The "shiny future" we are working towards

Accidentally publishing SemVer violations that break the ecosystem is never fun for anyone involved.

From a user perspective, we want a fearless cargo update: one's project should never be broken by updating dependences without changing major versions.

From a maintainer perspective, we want a fearless cargo publish: we want to prevent breakage, not to find out about it when a frustrated user opens a GitHub issue. Just like cargo flags uncommitted changes in the publish flow, it should also quickly and accurately flag breaking changes in non-major releases. Then the maintainer may choose to release a major version instead, or acknowledge and explicitly override the check to proceed with publishing as-is.
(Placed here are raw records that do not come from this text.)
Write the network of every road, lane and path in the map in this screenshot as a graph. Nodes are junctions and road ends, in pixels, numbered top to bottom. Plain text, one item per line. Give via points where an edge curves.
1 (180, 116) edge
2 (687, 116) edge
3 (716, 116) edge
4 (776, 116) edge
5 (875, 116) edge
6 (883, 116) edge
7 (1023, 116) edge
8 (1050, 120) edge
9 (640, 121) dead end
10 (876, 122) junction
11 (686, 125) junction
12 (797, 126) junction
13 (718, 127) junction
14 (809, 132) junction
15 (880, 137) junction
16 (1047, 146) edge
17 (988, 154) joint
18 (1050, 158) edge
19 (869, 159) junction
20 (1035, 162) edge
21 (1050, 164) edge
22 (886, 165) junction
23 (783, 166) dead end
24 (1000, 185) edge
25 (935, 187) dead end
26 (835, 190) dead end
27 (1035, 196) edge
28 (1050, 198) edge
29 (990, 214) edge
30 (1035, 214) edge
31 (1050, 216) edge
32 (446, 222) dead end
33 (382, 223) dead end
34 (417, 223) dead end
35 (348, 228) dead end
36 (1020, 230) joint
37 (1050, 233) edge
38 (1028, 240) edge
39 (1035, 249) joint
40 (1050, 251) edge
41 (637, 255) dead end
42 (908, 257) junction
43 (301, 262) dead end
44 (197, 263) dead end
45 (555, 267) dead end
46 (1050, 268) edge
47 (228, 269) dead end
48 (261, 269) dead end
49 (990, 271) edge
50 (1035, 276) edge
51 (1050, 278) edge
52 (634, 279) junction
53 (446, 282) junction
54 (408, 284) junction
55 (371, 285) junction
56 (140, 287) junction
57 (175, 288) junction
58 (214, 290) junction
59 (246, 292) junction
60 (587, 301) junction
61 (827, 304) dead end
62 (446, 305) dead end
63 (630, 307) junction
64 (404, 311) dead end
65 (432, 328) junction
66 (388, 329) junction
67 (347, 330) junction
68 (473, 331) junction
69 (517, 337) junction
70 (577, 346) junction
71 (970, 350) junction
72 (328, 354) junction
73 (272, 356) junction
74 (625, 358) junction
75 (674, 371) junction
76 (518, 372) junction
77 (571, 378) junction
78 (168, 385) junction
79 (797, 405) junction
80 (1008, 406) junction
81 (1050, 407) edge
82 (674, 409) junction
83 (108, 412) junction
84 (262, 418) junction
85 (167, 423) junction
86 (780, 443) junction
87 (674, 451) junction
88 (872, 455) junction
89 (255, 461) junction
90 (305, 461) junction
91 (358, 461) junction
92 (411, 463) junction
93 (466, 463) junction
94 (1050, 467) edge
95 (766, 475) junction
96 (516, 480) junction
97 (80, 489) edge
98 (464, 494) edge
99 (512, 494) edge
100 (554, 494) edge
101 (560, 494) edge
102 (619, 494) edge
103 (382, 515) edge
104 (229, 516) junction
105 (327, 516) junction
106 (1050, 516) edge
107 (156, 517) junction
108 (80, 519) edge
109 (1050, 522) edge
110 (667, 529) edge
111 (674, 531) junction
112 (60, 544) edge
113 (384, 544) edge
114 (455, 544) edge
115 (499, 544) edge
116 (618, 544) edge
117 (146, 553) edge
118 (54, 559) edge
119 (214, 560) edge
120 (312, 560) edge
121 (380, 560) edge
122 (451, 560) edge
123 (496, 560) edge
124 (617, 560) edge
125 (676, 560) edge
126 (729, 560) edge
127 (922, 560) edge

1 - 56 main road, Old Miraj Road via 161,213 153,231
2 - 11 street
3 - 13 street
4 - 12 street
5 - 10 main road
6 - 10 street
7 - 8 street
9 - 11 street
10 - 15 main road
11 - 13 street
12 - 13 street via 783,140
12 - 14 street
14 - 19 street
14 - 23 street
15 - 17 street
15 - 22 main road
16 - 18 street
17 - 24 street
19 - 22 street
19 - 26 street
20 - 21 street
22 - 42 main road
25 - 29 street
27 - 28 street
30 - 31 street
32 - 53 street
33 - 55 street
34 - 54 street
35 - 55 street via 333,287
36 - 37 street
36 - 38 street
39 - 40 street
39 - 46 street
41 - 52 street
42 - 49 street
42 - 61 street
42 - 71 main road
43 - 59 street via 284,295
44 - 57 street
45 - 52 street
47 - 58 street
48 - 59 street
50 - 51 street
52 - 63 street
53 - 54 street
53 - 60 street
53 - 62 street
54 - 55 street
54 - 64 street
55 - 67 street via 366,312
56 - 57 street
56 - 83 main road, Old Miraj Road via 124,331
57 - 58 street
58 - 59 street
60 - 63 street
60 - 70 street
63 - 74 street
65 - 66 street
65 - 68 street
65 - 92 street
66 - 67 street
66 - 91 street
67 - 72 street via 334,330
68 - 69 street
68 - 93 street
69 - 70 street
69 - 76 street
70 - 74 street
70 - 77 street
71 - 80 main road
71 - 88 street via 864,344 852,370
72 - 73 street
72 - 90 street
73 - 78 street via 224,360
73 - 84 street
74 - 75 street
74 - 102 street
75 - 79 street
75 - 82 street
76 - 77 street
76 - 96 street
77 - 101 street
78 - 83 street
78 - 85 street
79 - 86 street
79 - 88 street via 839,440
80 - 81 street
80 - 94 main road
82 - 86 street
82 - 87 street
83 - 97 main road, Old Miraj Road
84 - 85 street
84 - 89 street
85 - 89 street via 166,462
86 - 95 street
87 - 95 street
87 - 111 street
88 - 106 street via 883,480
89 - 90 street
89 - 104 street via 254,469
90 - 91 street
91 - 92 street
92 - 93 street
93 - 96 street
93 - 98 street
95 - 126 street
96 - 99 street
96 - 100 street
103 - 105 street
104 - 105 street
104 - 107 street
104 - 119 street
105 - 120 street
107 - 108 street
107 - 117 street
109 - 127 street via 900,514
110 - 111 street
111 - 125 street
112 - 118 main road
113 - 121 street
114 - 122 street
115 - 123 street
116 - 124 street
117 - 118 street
To accomplish this, cargo-semver-checks needs the ability to express more kinds of lints (including manifest and type-based ones), eliminate false-positives, and stabilize its public interfaces (e.g. the CLI). At that point, we'll have lifted the main merge-blockers and we can consider making it a first-party component of cargo itself.

Ownership and team asks

Owner: Predrag Gruevski, as maintainer of cargo-semver-checks

I (Predrag Gruevski) will be working on this effort. The only other resource request would be occasional discussions and moral support from the cargo team, of which I already have the privilege as maintainer of a popular cargo plugin.
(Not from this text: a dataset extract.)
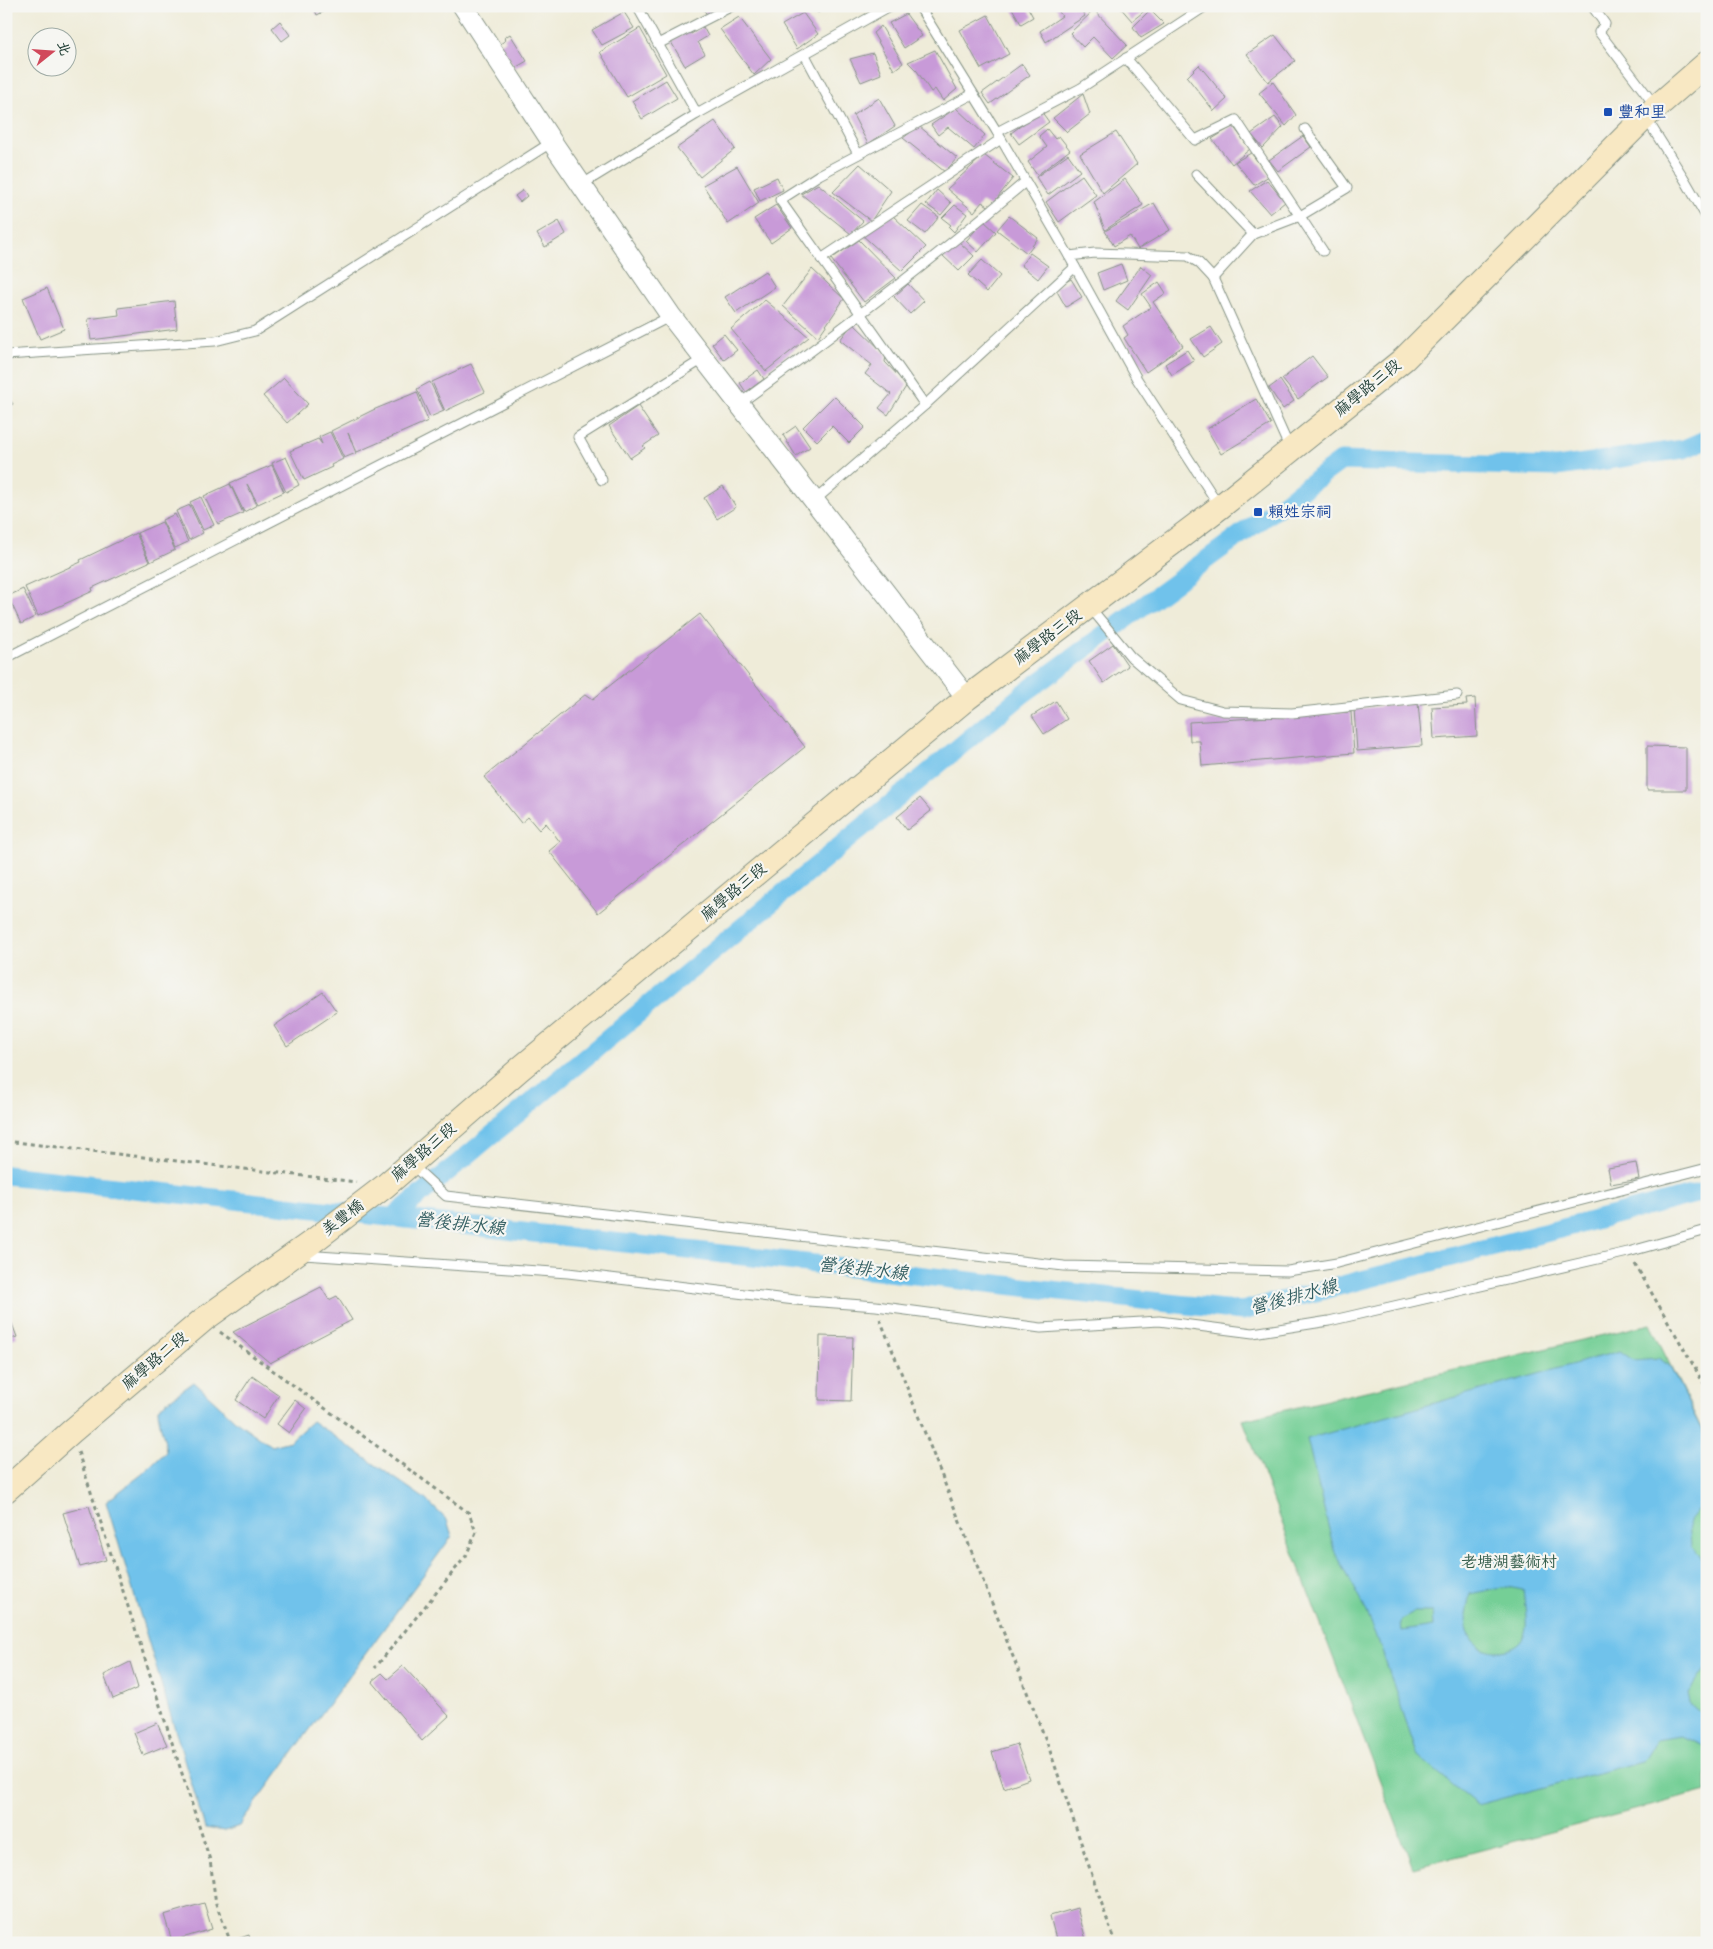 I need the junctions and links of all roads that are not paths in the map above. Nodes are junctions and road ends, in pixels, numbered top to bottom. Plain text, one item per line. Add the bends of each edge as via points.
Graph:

TaskOwner(s) or team(s)Notes
Implementation of cargo manifest linting + CLIPredrag Gruevski
Initial design for cross-crate checkingPredrag Gruevski
Initial design for type-checking lintsPredrag Gruevski
Discussion and moral supportTeam cargo

Frequently asked questions

Why not use semverver instead?

Semverver is a prior attempt at enforcing SemVer compliance, but has been deprecated and is no longer developed or maintained. It relied on compiler-internal APIs, which are much more unstable than rustdoc JSON and required much more maintenance to "keep the lights on." This also meant that semverver required users to install a specific nightly versions that were known to be compatible with their version of semverver.
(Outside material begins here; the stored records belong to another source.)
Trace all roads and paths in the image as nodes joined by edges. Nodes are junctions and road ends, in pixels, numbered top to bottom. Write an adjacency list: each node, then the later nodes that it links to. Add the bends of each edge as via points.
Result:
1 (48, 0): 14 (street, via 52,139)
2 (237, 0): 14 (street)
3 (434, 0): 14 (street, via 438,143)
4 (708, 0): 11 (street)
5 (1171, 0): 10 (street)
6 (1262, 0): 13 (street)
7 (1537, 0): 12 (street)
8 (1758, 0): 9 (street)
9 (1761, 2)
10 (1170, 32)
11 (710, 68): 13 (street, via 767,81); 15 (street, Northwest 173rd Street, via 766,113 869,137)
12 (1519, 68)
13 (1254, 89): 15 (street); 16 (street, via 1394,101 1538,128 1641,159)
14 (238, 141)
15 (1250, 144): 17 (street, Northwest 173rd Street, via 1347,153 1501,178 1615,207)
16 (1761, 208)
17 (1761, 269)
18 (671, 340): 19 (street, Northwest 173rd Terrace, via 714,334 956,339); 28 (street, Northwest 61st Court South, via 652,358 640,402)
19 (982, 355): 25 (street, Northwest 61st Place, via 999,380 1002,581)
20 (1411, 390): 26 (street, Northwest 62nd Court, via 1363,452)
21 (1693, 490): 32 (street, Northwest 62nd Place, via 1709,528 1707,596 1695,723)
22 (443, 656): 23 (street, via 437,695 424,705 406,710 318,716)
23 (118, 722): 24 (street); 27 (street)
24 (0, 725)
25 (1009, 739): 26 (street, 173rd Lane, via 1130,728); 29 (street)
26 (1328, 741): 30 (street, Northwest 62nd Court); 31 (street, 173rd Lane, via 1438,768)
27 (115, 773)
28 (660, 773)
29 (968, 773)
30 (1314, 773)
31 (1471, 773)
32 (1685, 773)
While cargo-semver-checks relies on rustdoc JSON which is also an unstable nightly-only interface, its changes are much less frequent and less severe. By using the Trustfall query engine, cargo-semver-checks can simultaneously support a range of rustdoc JSON formats (and therefore Rust versions) within the same tool. On the maintenance side, cargo-semver-checks lints are written in a declarative manner that is oblivious to the details of the underlying data format, and do not need to be updated when the rustdoc JSON format changes. This makes maintenance much easier: updating to a new rustdoc JSON format usually requires just a few lines of code, instead of "a few lines of code apiece in each of hundreds of lints."